[15] RFR(M): 8240227: Loop predicates should be copied to unswitched loops
Christian Hagedorn
christian.hagedorn at oracle.com
Wed Mar 18 10:41:01 UTC 2020
Thank you Nils and Tobias for reviewing it again!
Best regards,
Christian
On 18.03.20 10:48, Nils Eliasson wrote:
> For the record - I'm okay with the cleaned up version too.
>
> Best regards,
>
> Nils
>
> On 2020-03-13 13:10, Christian Hagedorn wrote:
>> Hi Tobias
>>
>> Thank you for your review and your comments!
>>
>> On 13.03.20 09:24, Tobias Hartmann wrote:
>>> - loopPredicate.cpp:157 Wrong indentation
>>> - loopPredicate.cpp:363 Should be "sanity" but in general, I prefer
>>> are more meaningful message
>>> - Maybe replace all these predicate->as_Proj() /
>>> predicate->as_IfProj() by declaring a new local
>>> "proj" or something
>>> - loopPredicate.cpp:389 Can be replaced by
>>> igvn->replace_input_of(iff, 1 igvn->intcon(proj->_con));
>>> - loopUnswitch.cpp:160 Wrong indentation
>>> - PartialPeelingUnswitch.java:1811 Should be "} else if {" (also in
>>> the following lines)
>>> - PartialPeelingUnswitch.java:1838 Missing whitespace
>>
>> Fixed.
>>
>>> - loopPredicate.cpp:415/422 Why are two versions of
>>> PhaseIdealLoop::clone_loop_predicates required?
>>
>> There was originally a method PhaseIterGVN::clone_loop_predicates
>> which did not have any uses. I removed it in the current webrev. But
>> in addition, we can also remove one of those remaining
>> clone_loop_predicates methods which is not required anymore and make
>> all involved methods non-static. I removed all related dead code.
>>
>>> - loopPredicate.cpp:421 Isn't that code only used for unswitching?

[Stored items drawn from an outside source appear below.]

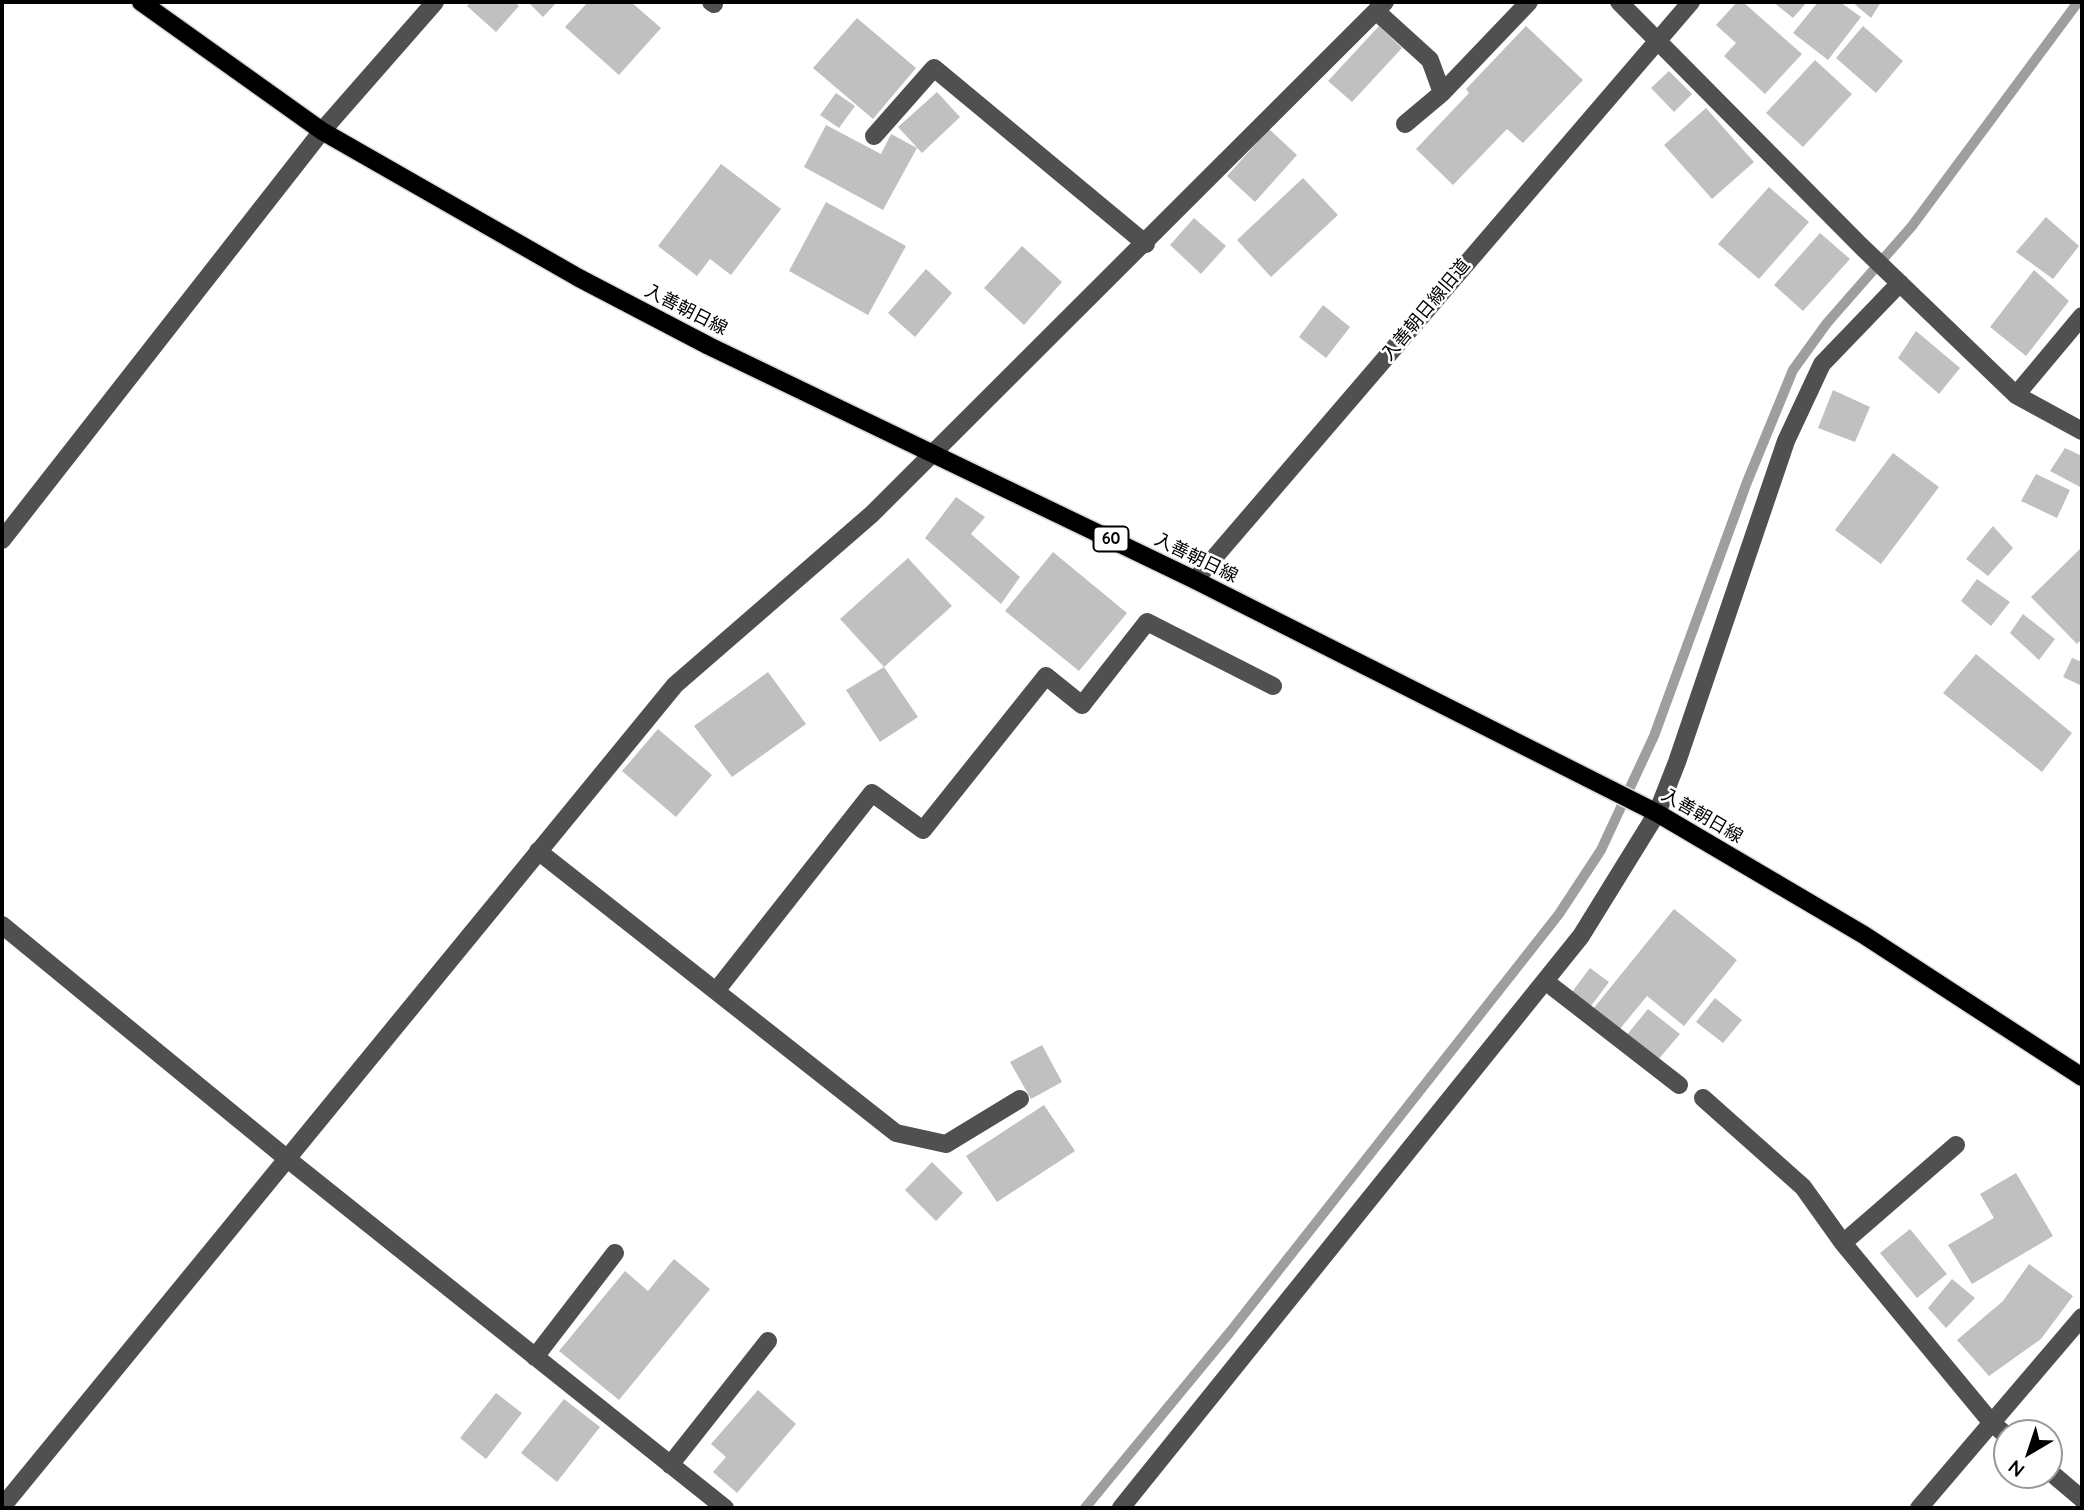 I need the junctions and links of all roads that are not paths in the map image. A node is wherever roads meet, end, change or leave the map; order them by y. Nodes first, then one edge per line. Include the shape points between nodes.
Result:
1 (141, 2) edge
2 (435, 2) edge
3 (1529, 2) edge
4 (1619, 2) edge
5 (1691, 2) edge
6 (1380, 6) edge
7 (1657, 39) junction
8 (1442, 93) junction
9 (1405, 124) dead end
10 (322, 131) junction
11 (874, 136) dead end
12 (1146, 244) junction
13 (1900, 283) junction
14 (2082, 316) edge
15 (2016, 395) junction
16 (2082, 431) edge
17 (935, 453) junction
18 (2, 540) edge
19 (1195, 580) junction
20 (1273, 686) dead end
21 (1657, 813) junction
22 (538, 851) junction
23 (2, 925) edge
24 (1545, 981) junction
25 (716, 991) junction
26 (2082, 1077) edge
27 (1679, 1085) dead end
28 (1703, 1098) dead end
29 (1020, 1099) dead end
30 (1956, 1145) dead end
31 (285, 1157) junction
32 (1843, 1243) junction
33 (615, 1253) dead end
34 (2082, 1317) edge
35 (768, 1341) dead end
36 (535, 1357) junction
37 (1991, 1422) junction
38 (670, 1465) junction
39 (2063, 1483) edge
40 (2082, 1499) edge
41 (2, 1507) edge
42 (725, 1508) edge
43 (1121, 1508) edge
44 (1919, 1508) edge

1 - 10 main road, 入善朝日線 / 60
2 - 10 street
3 - 8 street
4 - 7 street
5 - 7 street, 入善朝日線旧道
6 - 8 street via 1430,60
6 - 12 street
7 - 13 street
7 - 19 street, 入善朝日線旧道
8 - 9 street
10 - 17 main road, 入善朝日線 / 60 via 590,284
10 - 18 street
11 - 12 street via 934,68
12 - 17 street
13 - 15 street
13 - 21 street via 1822,364 1786,441
14 - 15 street
15 - 16 street
17 - 19 main road, 入善朝日線 / 60
17 - 22 street via 872,514 675,685
19 - 21 main road, 入善朝日線 / 60
20 - 25 street via 1147,622 1082,705 1046,676 923,830 872,793
21 - 24 street via 1581,936
21 - 26 main road, 入善朝日線 / 60 via 1864,934
22 - 25 street
22 - 31 street
23 - 31 street
24 - 27 street
24 - 43 street
25 - 29 street via 896,1133 946,1144
28 - 32 street via 1802,1187
30 - 32 street
31 - 36 street
31 - 41 street
32 - 37 street
33 - 36 street
34 - 37 street
35 - 38 street
36 - 38 street
37 - 44 street
38 - 42 street
39 - 40 street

>>> I.e., the comment needs to be
>>> updated and maybe the assert from line 308 should be moved upwards.
>>
>> Yes, it is only used for loop unswitching. Fixed.
>>
>>> Since we want to backport both 8240227 and 8237859, it may be good to
>>> run some more extra days of
>>> Lucene testing on a server machine while this is backing in JDK 15.
>>
>> Definitely a good idea. I'll run some testing of Lucene and ZGC on a
>> machine over the weekend.
>>
>> I created new updated webrevs with the cleaned up code:
>> Full: http://cr.openjdk.java.net/~chagedorn/8240227/webrev.01/
>> Inc: http://cr.openjdk.java.net/~chagedorn/8240227/webrev.00-01/
>>
>> I'll run again some testing over the weekend, just to be sure (and
>> also together with the fix for JDK-8237859).
>>
>> Best regards,
>> Christian
>>
>>> On 11.03.20 13:20, Christian Hagedorn wrote:
>>>> Hi
>>>>
>>>> Please review the following patch:
>>>> https://bugs.openjdk.java.net/browse/JDK-8240227
>>>> http://cr.openjdk.java.net/~chagedorn/8240227/webrev.00/
>>>>
>>>> This is the same problem as for JDK-8203915 [1] but now with
>>>> additional loop unswitching which was
>>>> not handled in the fix for JDK-8203915.
>>>>
>>>> Background:
>>>> The original idea of inserting skeleton predicates [2] for range
>>>> check predicates involving the loop
>>>> induction variable was to copy those concrete predicates down to the
>>>> main loop when creating
>>>> pre/main/post loops. When unrolling the loop later, the limit check
>>>> predicate for the induction
>>>> variable is updated to become stronger and cover all accesses of the
>>>> unrolled loop body. If a
>>>> predicate for the main loop later turns out to always fail due to
>>>> type information, then the main
>>>> loop can be completely removed.
>>>>
>>>> If we did not do that (which exactly happens in the test case since
>>>> we do not copy the range check
>>>> predicates to the unswitched loops which are therefore not found
>>>> when creating pre/main/post loops
>>>> for the slow and fast loop) then the C2 matcher can hit the bad AD
>>>> file assert when over-unrolling
>>>> the main loop. In the test case some data paths die because CastII
>>>> nodes for an array load are
>>>> replaced by TOP. This happens after Opaque1 nodes are removed and
>>>> the type information about the
>>>> maximum number of iterations for the pre-loop propagate to the
>>>> induction variable of the main loop.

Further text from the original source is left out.